» **Action item**:
Give back every record word for word, keeping the pictures out.

[Opening Task material section]

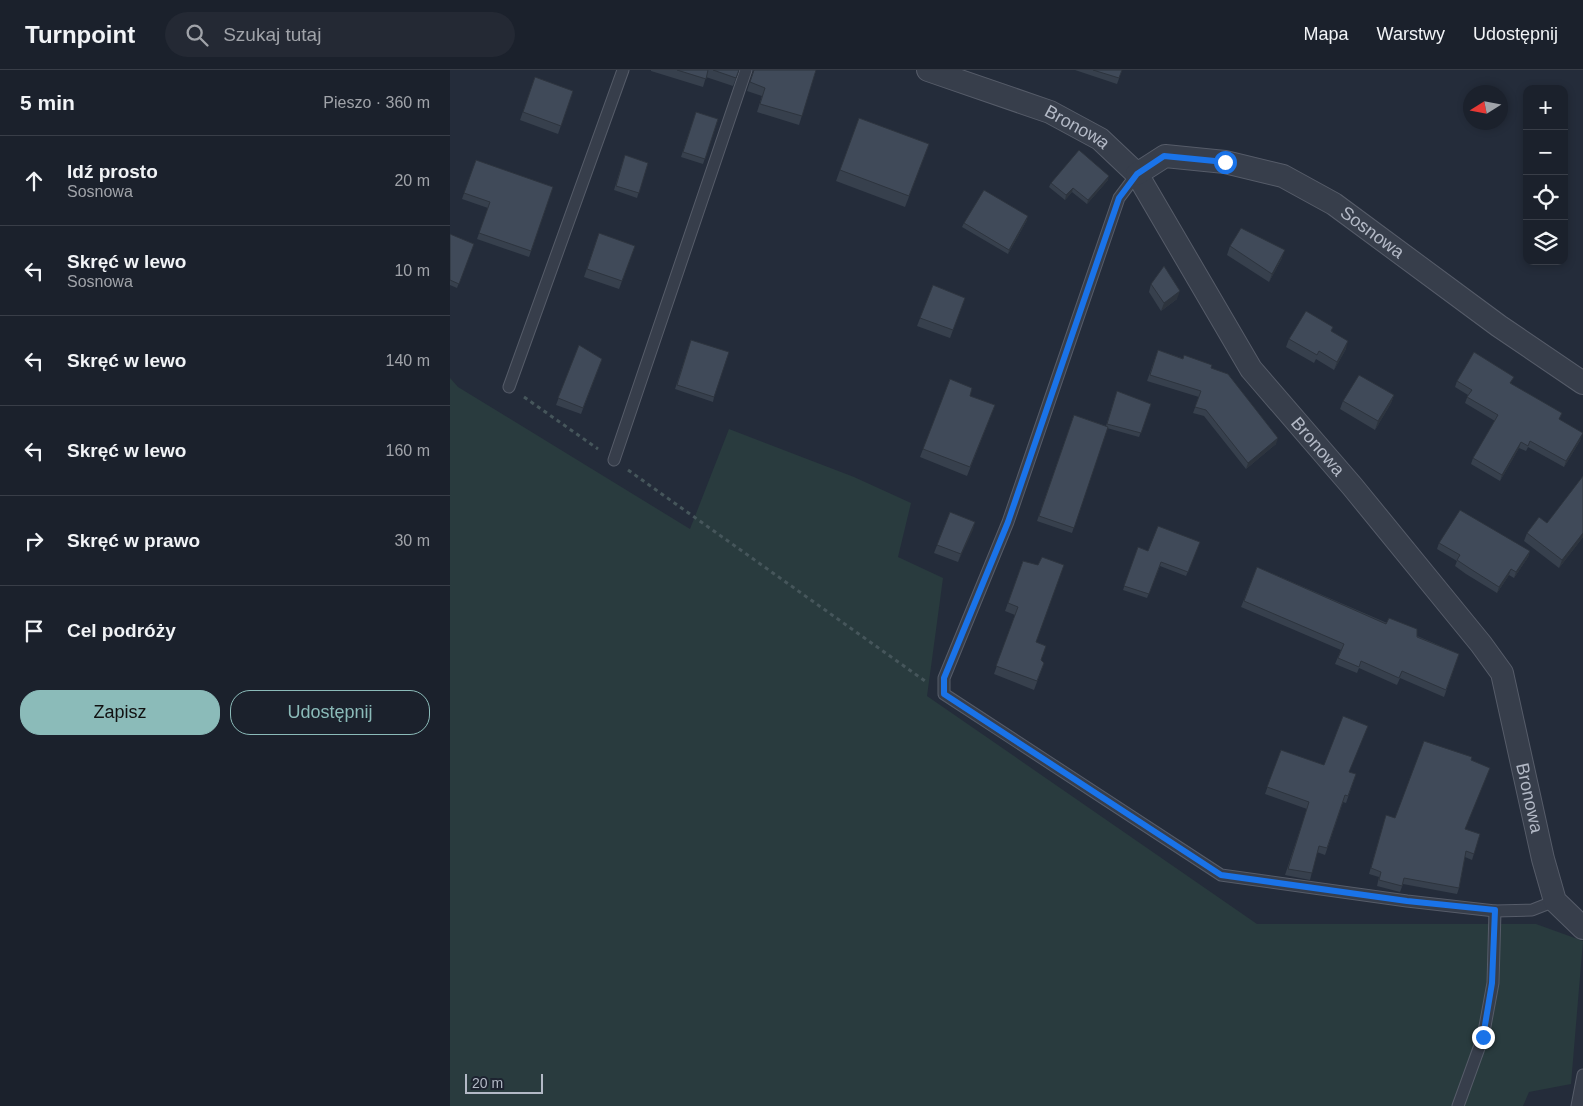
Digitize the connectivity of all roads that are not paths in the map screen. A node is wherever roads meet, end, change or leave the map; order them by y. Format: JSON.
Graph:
{"nodes":[{"id":1,"x":623,"y":70,"type":"edge"},
{"id":2,"x":746,"y":70,"type":"edge"},
{"id":3,"x":928,"y":70,"type":"edge"},
{"id":4,"x":1137,"y":174,"type":"junction"},
{"id":5,"x":1583,"y":383,"type":"edge"},
{"id":6,"x":509,"y":387,"type":"road end"},
{"id":7,"x":614,"y":460,"type":"road end"},
{"id":8,"x":1555,"y":901,"type":"junction"},
{"id":9,"x":1495,"y":910,"type":"junction"},
{"id":10,"x":1583,"y":928,"type":"edge"},
{"id":11,"x":1583,"y":1075,"type":"edge"},
{"id":12,"x":1458,"y":1106,"type":"edge"},
{"id":13,"x":1577,"y":1106,"type":"edge"}],
"edges":[{"from":1,"to":6,"type":"lane"},
{"from":2,"to":7,"type":"lane"},
{"from":3,"to":4,"type":"street","name":"Bronowa"},
{"from":4,"to":5,"type":"street","name":"Sosnowa"},
{"from":4,"to":8,"type":"street","name":"Bronowa"},
{"from":4,"to":9,"type":"lane"},
{"from":8,"to":9,"type":"lane"},
{"from":8,"to":10,"type":"street"},
{"from":9,"to":12,"type":"lane"},
{"from":11,"to":13,"type":"lane"}]}
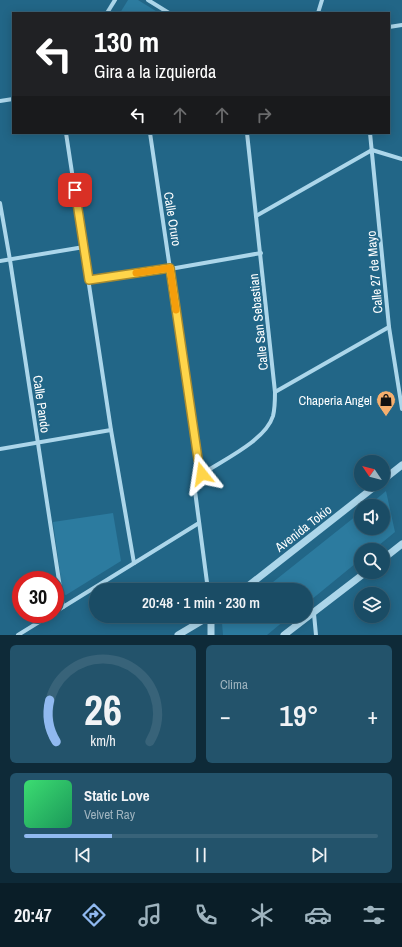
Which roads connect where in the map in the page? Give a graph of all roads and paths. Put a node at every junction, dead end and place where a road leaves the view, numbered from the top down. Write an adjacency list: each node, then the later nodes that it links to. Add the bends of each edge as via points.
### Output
1 (115, 0): 4 (street)
2 (148, 0): 5 (street)
3 (322, 0): 6 (street)
4 (108, 12)
5 (167, 12)
6 (318, 12)
7 (402, 25): 8 (street)
8 (390, 27)
9 (12, 99): 10 (street)
10 (0, 101)
11 (66, 134): 19 (street)
12 (150, 134): 23 (street, Calle Oruro)
13 (247, 134): 18 (street, Calle San Sebastian)
14 (370, 134): 15 (street, Calle 27 de Mayo)
15 (372, 150): 16 (street); 18 (street); 25 (street, Calle 27 de Mayo)
16 (402, 159)
17 (0, 203): 21 (street, Calle Pando)
18 (256, 216): 20 (street, Calle San Sebastian)
19 (84, 247): 21 (street); 24 (street)
20 (260, 253): 23 (street); 26 (street, Calle San Sebastian)
21 (10, 260): 22 (street); 29 (street, Calle Pando)
22 (0, 262)
23 (170, 268): 24 (street); 32 (street, Calle Oruro)
24 (89, 280): 28 (street)
25 (389, 327): 26 (street); 27 (street, Calle 27 de Mayo)
26 (275, 392): 32 (street, Calle San Sebastian, via 272,416 262,434)
27 (402, 409)
28 (111, 430): 29 (street); 38 (street)
29 (37, 442): 30 (street); 39 (street, Calle Pando)
30 (0, 449)
31 (402, 465): 33 (street)
32 (202, 474): 35 (street, via 195,492)
33 (390, 474)
34 (369, 491): 42 (street, Avenida Tokio)
35 (199, 523): 38 (street); 41 (street)
36 (402, 546): 37 (street)
37 (390, 554)
38 (134, 563): 43 (street)
39 (57, 571)
40 (357, 579): 44 (street)
41 (207, 583)
42 (252, 583)
43 (64, 606)
44 (314, 614): 51 (street); 52 (street)
45 (37, 623): 48 (street)
46 (198, 623): 49 (street)
47 (210, 623): 50 (street)
48 (18, 635)
49 (178, 635)
50 (211, 635)
51 (284, 635)
52 (316, 635)

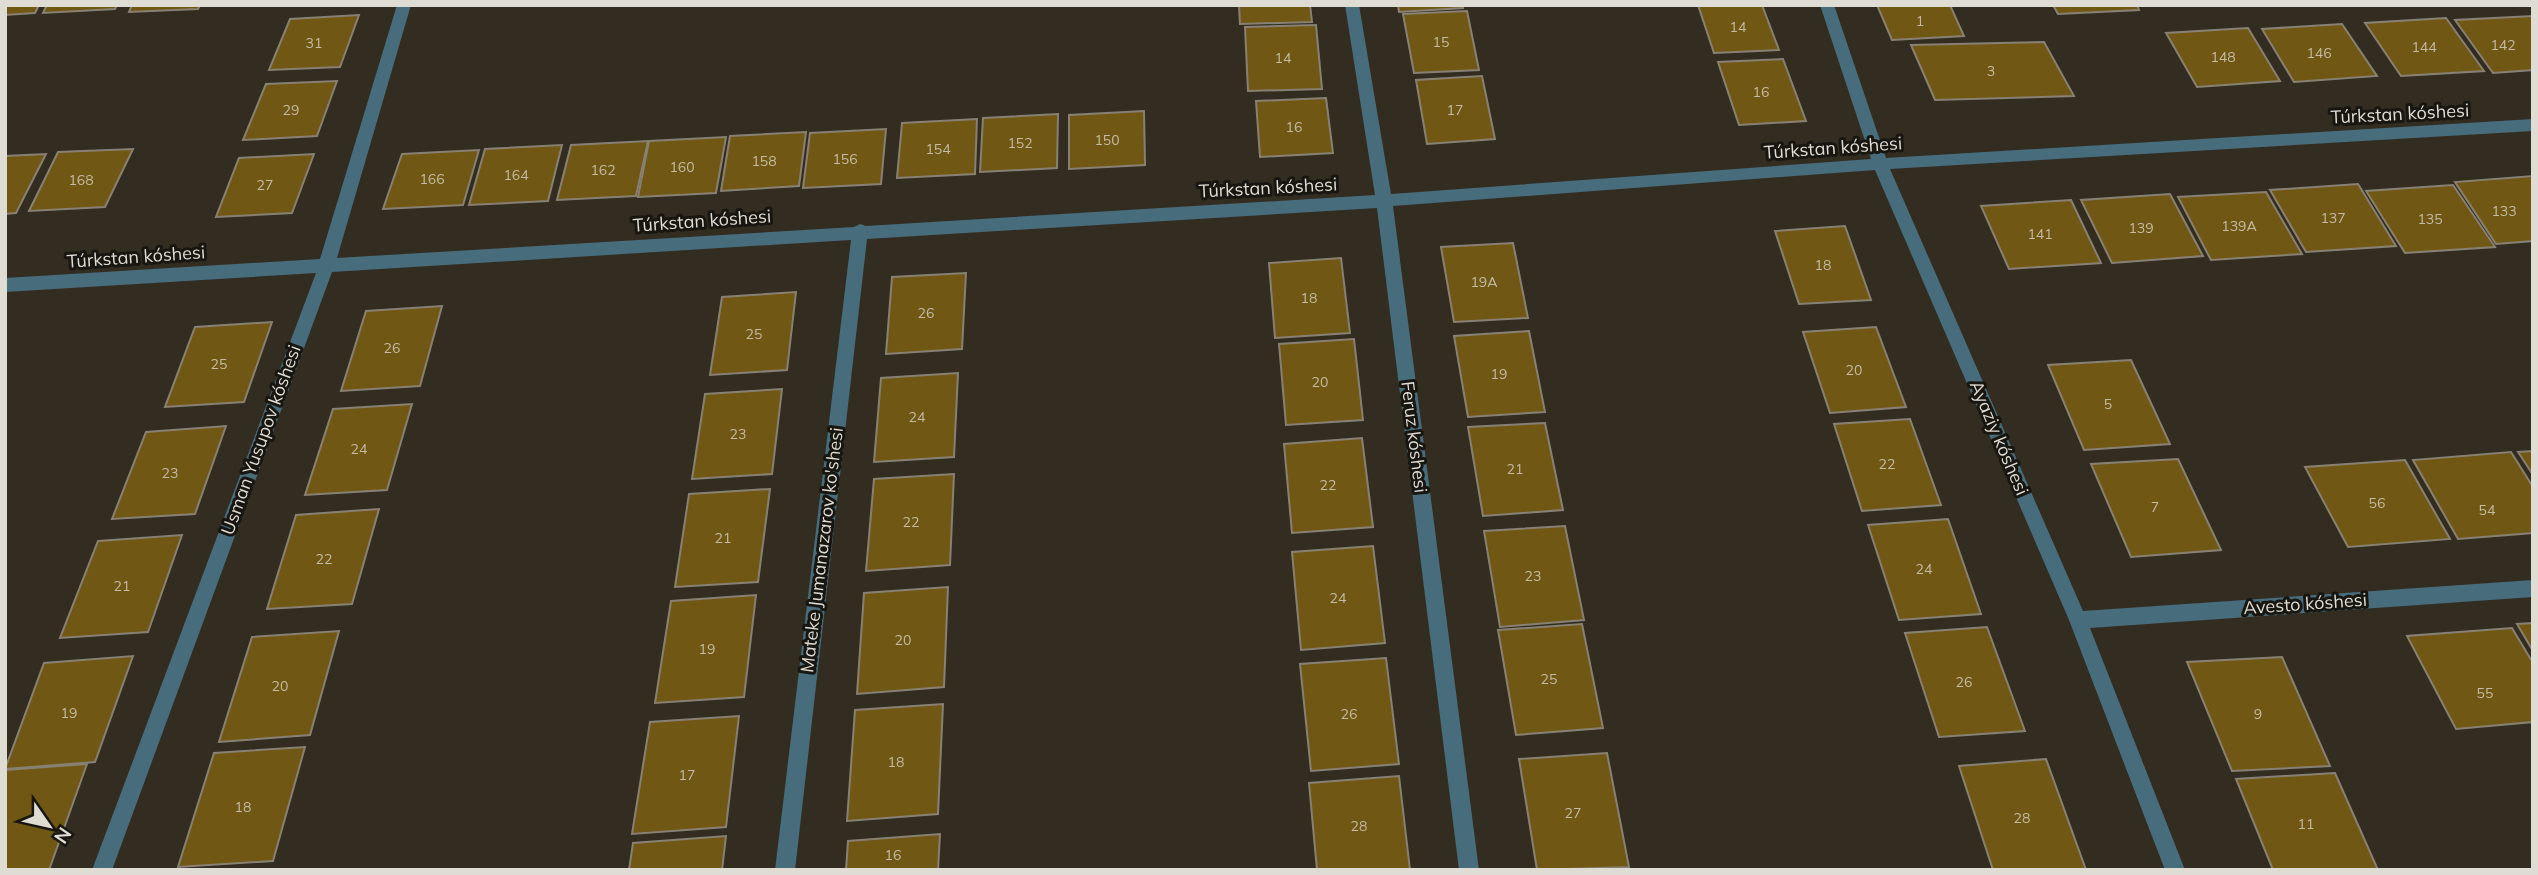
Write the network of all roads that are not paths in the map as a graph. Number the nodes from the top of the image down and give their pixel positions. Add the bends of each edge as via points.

[Closing Task material section]

» **Exercise answer**:
Digitize the connectivity of all roads that are not paths in the map screen. A node is wherever roads meet, end, change or leave the map; order them by y. Format: JSON.
Graph:
{"nodes":[{"id":1,"x":623,"y":70,"type":"edge"},
{"id":2,"x":746,"y":70,"type":"edge"},
{"id":3,"x":928,"y":70,"type":"edge"},
{"id":4,"x":1137,"y":174,"type":"junction"},
{"id":5,"x":1583,"y":383,"type":"edge"},
{"id":6,"x":509,"y":387,"type":"road end"},
{"id":7,"x":614,"y":460,"type":"road end"},
{"id":8,"x":1555,"y":901,"type":"junction"},
{"id":9,"x":1495,"y":910,"type":"junction"},
{"id":10,"x":1583,"y":928,"type":"edge"},
{"id":11,"x":1583,"y":1075,"type":"edge"},
{"id":12,"x":1458,"y":1106,"type":"edge"},
{"id":13,"x":1577,"y":1106,"type":"edge"}],
"edges":[{"from":1,"to":6,"type":"lane"},
{"from":2,"to":7,"type":"lane"},
{"from":3,"to":4,"type":"street","name":"Bronowa"},
{"from":4,"to":5,"type":"street","name":"Sosnowa"},
{"from":4,"to":8,"type":"street","name":"Bronowa"},
{"from":4,"to":9,"type":"lane"},
{"from":8,"to":9,"type":"lane"},
{"from":8,"to":10,"type":"street"},
{"from":9,"to":12,"type":"lane"},
{"from":11,"to":13,"type":"lane"}]}
Which roads connect where in the map in the page? Give a graph of all roads and paths. Put a node at every junction, dead end and place where a road leaves the view, numbered from the top down. Write an adjacency list: each node, then the later nodes that it links to. Add the bends of each edge as via points.
### Output
1 (115, 0): 4 (street)
2 (148, 0): 5 (street)
3 (322, 0): 6 (street)
4 (108, 12)
5 (167, 12)
6 (318, 12)
7 (402, 25): 8 (street)
8 (390, 27)
9 (12, 99): 10 (street)
10 (0, 101)
11 (66, 134): 19 (street)
12 (150, 134): 23 (street, Calle Oruro)
13 (247, 134): 18 (street, Calle San Sebastian)
14 (370, 134): 15 (street, Calle 27 de Mayo)
15 (372, 150): 16 (street); 18 (street); 25 (street, Calle 27 de Mayo)
16 (402, 159)
17 (0, 203): 21 (street, Calle Pando)
18 (256, 216): 20 (street, Calle San Sebastian)
19 (84, 247): 21 (street); 24 (street)
20 (260, 253): 23 (street); 26 (street, Calle San Sebastian)
21 (10, 260): 22 (street); 29 (street, Calle Pando)
22 (0, 262)
23 (170, 268): 24 (street); 32 (street, Calle Oruro)
24 (89, 280): 28 (street)
25 (389, 327): 26 (street); 27 (street, Calle 27 de Mayo)
26 (275, 392): 32 (street, Calle San Sebastian, via 272,416 262,434)
27 (402, 409)
28 (111, 430): 29 (street); 38 (street)
29 (37, 442): 30 (street); 39 (street, Calle Pando)
30 (0, 449)
31 (402, 465): 33 (street)
32 (202, 474): 35 (street, via 195,492)
33 (390, 474)
34 (369, 491): 42 (street, Avenida Tokio)
35 (199, 523): 38 (street); 41 (street)
36 (402, 546): 37 (street)
37 (390, 554)
38 (134, 563): 43 (street)
39 (57, 571)
40 (357, 579): 44 (street)
41 (207, 583)
42 (252, 583)
43 (64, 606)
44 (314, 614): 51 (street); 52 (street)
45 (37, 623): 48 (street)
46 (198, 623): 49 (street)
47 (210, 623): 50 (street)
48 (18, 635)
49 (178, 635)
50 (211, 635)
51 (284, 635)
52 (316, 635)

Write the network of all roads that are not paths in the map as a graph. Number the nodes from the top of the image down and give their pixel positions. Add the bends of each edge as via points.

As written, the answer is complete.